Aside from reducing CO2 emissions, the project is anticipated to result in a lower cost of operations and prolong the economic life of the field. As an application has been made for the Dragen license extension until 2040, the electrification of this field will increase the attractiveness of potential future resources in the area, underscored OKEA.
Furthermore, the electrification of the Draugen and Njord A platforms is a collaborative project, where OKEA will be responsible for developing the power infrastructure from shore to Draugen and Equinor will be in charge of the cable from Draugen to Njord and modifications and upgrades on Njord A.
Moreover, Draugen and Njord, which will require up to 80 MW annually, will be connected to the power grid at Tensio’s transformer station at Straum in Åfjord municipality, which has an annual capacity of 200 MW. Statnett assesses the connection as operationally sound without the need for reinforcements of the power grid.
OKEA also revealed that the investments for the entire project are estimated to be around NOK 7.3 billion (over $740 million), which are shared between Draugen and Njord licenses.
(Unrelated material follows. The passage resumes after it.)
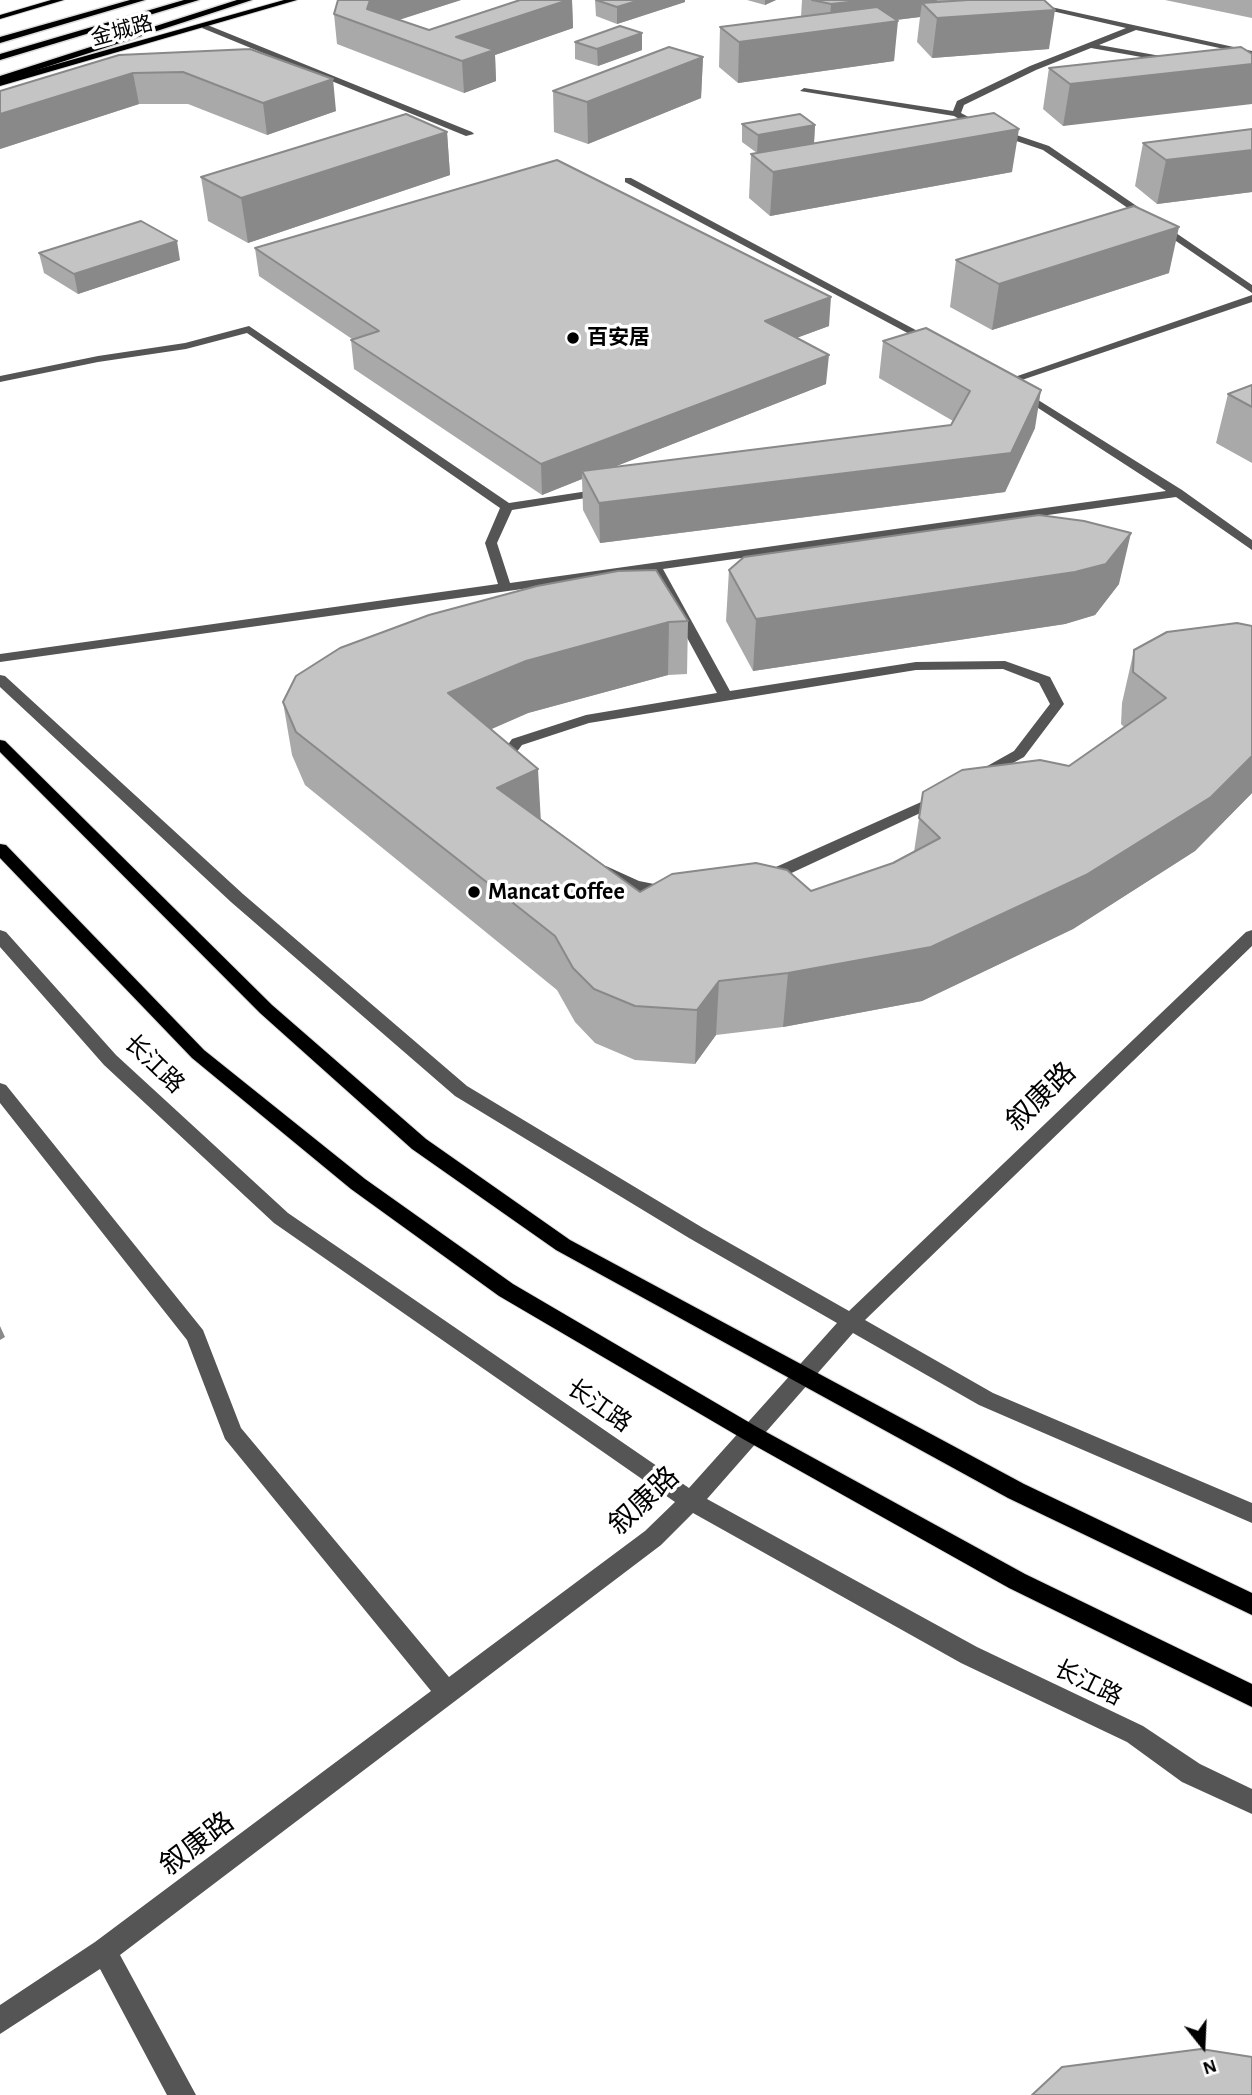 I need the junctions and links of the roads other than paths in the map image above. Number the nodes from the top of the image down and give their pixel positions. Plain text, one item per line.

The project is expected to be completed in the first quarter of 2027. The revised PDO and plan for construction and operation are subject to approval from the Ministry of Petroleum and Energy.
In the meantime, OKEA has awarded a letter of intent (LOI) to Aker Solutions and a contract to NKT related to the project. In case relevant government approvals are not granted, the industry-standard cancellation clauses have been incorporated into these deals.
Aker Solutions anticipates award of EPCI deal
In a separate statement, Aker Solutions confirmed the LOI with OKEA for the Draugen electrification project, explaining that this is planned to include “major modifications of the existing platform” to enable it to receive power from shore via an electrical power cable. This will replace the current power generation from gas turbines at the platform.
The Norwegian contractor expects the LOI to be converted to a full engineering, procurement, construction and installation (EPCI) contract during the first quarter of 2023. Aker Solutions expects this to be a substantial contract, which it defines as being between NOK 2.5 billion (almost $254 million) and NOK 4.0 billion (over $406 million).
Located in the southern part of the Norwegian Sea, the Draugen field in production license 093 lies at a water depth of 250 metres. Originally awarded on 9 March 1984, the Draugen license has been extended until 9 March 2024. OKEA is the operator of the license with a 44.56 per cent working interest, while its partners are M Vest Energy with a 7.56 per cent stake and Petoro with 47.88 per cent interest.
Electricity to cover 60 per cent of power for Njord A
Equinor also confirmed in a separate statement that Njord A will be electrified to cut greenhouse gas emissions from production, based on a collaboration project with OKEA. In addition, the firm underlined that the electrification of Njord will benefit the Hyme, Bauge and Fenja tie-back fields, which help finance the project.
Trond Bokn, Equinor’s senior vice president for project development, commented: “Njord A and the Njord Bravo floating storage and offloading (FSO) vessel returned to the field this autumn after extensive upgrading and will soon be ready for 20 more years of production and value creation. We are now continuing the modernisation of Njord by converting to electric operation. This will cut emissions from production and reduce Norwegian CO2 emissions by more than 130 000 tonnes per year from 2027.”
The Norwegian giant further pointed out that around 60 per cent of the power needed by Njord A will be covered by electricity, and the Njord Bravo FSO will be fully electrified. Equinor also highlighted that start-up is expected in the first quarter of 2027.
Located in the Norwegian Sea, around 130 km northwest of Kristiansund and 30 km west of the Draugen field, the Njord field first started production in 1997. It was developed with a floating steel platform, Njord A, and a storage vessel, Njord Bravo. Equinor’s partners in the field are Wintershall Dea and Neptune Energy.
The produced oil is transported by pipeline to the Njord Bravo FSO, and from there by tankers to the market while gas from the field is exported through a 40-kilometre pipeline connected to the Åsgard transport system (ÅTS), and from there to the Kårstø terminal.